CORRESP 1 filename1.htm phiresponse.htm
 
Joseph M. Rigby
Chairman of the Board
President
Chief Executive Officer
701 Ninth Street, NW
Washington, DC  20068
202-872-2219


July 25, 2011


Securities and Exchange Commission
Division of Corporation Finance
100 F Street, NE
Mail Stop 3561
Washington, DC  20549-0404

Attention:
 
H. Christopher Owings
     
Re:   
 
Pepco Holdings, Inc.
   
Form 10-K for the year ended December 31, 2010 - Filed February 25, 2011 (“2010 Form 10-K”)
   
Definitive Proxy Statement on Schedule 14A - Filed March 31, 2011 (“2011 Proxy Statement”)
   
Form 10-Q for Fiscal Quarter Ended March 31, 2011 - Filed May 6, 2011 (“2011 Form 10-Q”)
    File Nos. 1-31403                                                                                                                                      

Dear Mr. Owings:

This letter is submitted by Pepco Holdings, Inc. (“PHI” or the “Company”) in response to the Staff’s comment letter, dated June 24, 2011, relating to the above-referenced Form 10-K, Proxy Statement and Form 10-Q filed pursuant to the Securities Exchange Act of 1934, as amended (the “Exchange Act”).  For convenience of reference, the Staff’s comment is restated below in italics, followed by the Company’s response.
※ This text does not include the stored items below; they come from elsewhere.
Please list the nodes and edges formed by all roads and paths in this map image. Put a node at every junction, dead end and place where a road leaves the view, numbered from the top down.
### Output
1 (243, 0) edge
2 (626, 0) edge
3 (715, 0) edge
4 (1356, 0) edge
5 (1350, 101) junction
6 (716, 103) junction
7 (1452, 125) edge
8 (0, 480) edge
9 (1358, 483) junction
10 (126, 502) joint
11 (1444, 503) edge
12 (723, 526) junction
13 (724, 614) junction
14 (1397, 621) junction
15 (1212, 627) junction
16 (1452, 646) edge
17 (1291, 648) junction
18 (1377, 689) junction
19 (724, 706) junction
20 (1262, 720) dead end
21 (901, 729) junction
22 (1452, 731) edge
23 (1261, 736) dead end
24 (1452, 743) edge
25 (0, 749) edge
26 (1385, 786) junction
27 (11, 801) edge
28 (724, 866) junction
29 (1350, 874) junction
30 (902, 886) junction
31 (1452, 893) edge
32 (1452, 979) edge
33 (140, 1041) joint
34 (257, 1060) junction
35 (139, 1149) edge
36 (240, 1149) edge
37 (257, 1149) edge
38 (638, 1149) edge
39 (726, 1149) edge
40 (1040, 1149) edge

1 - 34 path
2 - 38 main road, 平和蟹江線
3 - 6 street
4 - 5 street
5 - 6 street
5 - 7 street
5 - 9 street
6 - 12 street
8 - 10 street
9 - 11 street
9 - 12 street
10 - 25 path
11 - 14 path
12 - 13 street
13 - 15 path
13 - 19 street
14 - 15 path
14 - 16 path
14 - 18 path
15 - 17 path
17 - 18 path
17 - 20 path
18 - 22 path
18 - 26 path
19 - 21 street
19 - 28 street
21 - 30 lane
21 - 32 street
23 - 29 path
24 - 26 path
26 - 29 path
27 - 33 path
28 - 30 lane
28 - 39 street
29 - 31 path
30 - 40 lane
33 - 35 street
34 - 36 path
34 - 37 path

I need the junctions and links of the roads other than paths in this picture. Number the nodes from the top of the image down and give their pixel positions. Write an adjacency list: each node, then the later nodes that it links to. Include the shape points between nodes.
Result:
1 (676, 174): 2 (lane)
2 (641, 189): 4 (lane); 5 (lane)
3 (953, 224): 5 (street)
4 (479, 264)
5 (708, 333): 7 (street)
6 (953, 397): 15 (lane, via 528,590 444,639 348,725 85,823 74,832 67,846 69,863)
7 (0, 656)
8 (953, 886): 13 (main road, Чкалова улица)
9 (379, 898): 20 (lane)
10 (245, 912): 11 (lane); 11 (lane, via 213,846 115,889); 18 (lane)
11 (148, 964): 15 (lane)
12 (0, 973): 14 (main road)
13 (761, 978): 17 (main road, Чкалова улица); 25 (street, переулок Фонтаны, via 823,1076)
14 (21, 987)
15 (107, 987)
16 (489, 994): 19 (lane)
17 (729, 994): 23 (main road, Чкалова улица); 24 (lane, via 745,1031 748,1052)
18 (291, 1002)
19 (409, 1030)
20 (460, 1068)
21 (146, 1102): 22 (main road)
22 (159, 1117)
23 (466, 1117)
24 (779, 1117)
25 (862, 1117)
Form 10-K for Fiscal Year Ended December 31, 2010

Item 5.
Market for Registrant’s Common Equity, Related Stockholder Matters and Issuer Purchases of Equity Securities, page 35

1.
Please provide the disclosure required by Item 201(c) of Regulation S-K with respect to restrictions on your ability to pay cash dividends, including any restrictions on the ability of your subsidiaries to transfer funds to you in the form of cash dividends, loans or advances.  You may satisfy this disclosure by including in this section a cross-reference to another section of the report that provides such disclosure.

 
The Company has included a cross-reference on page 29 of the 2010 Form 10-K, immediately below the dividend table, which reads as follows:

 
See Item 7, “Management’s Discussion and Analysis of Financial Condition and Results of Operation ¾ Capital Resources and Liquidity ¾ Capital Requirements ¾ Dividends,” of this Form 10-K for information regarding restrictions on the ability of PHI and its subsidiaries to pay dividends.

 
Item 7 (page 72 of the 2010 Form 10-K) includes the disclosure regarding restrictions on the Company’s ability to pay cash dividends, including restrictions on the ability of subsidiaries to transfer funds to the

 
 

 

Company, as required by Item 201(c) of Regulation S-K.  As a result, we do not believe additional disclosure is necessary to satisfy the requirements of Item 201(c).

Item 9A.
Controls and Procedures, page 320

2.
We note that the conclusion of your principal executive officer and principal financial officer regarding the effectiveness of your disclosure controls and procedures is qualified at the reasonable assurance level.  Please revise to clarify, if true, that your disclosure controls and procedures also are designed at the reasonable assurance level, or remove the reference to the level of assurance of your disclosure controls and procedures.

 
The Company will revise the disclosure currently on page 320 of the 2010 Form 10-K under “Controls and Procedures” in future filings to read as follows:

 
The Company maintains disclosure controls and procedures that are designed to ensure that information required to be disclosed in the Company’s reports under the Securities Exchange Act of 1934, as amended (the Exchange Act), is recorded, processed, summarized and reported within the time periods specified in the Securities and Exchange Commission’s (SEC) rules and forms, and that such information is accumulated and communicated to management, including the Company’s Chief Executive Officer (CEO) and Chief Financial Officer (CFO), as appropriate, to allow timely decisions regarding required disclosure.  This control system, no matter how well designed and operated, can provide only reasonable assurance that the objectives of the control system are met.  The Company’s disclosure controls and procedures were designed to provide reasonable assurance of achieving their stated objectives.  Under the supervision, and with the participation of management, including the CEO and the CFO, Pepco Holdings has evaluated the effectiveness of the design and operation of its disclosure controls and procedures as of December 31, 2010, and, based upon this evaluation, the CEO and CFO of Pepco Holdings have concluded that these disclosure controls and procedures are effective to provide reasonable assurance that material information relating to Pepco Holdings and its subsidiaries that is required to be disclosed in reports filed with, or submitted to, the SEC under the Exchange Act (i) is recorded, processed, summarized and reported within the time periods specified by the SEC rules and forms and (ii) is accumulated and communicated to management, including its CEO and CFO, as appropriate to allow timely decisions regarding required disclosure.

 
The statements regarding disclosure controls and procedures for each of the Company’s subsidiaries would be similarly revised.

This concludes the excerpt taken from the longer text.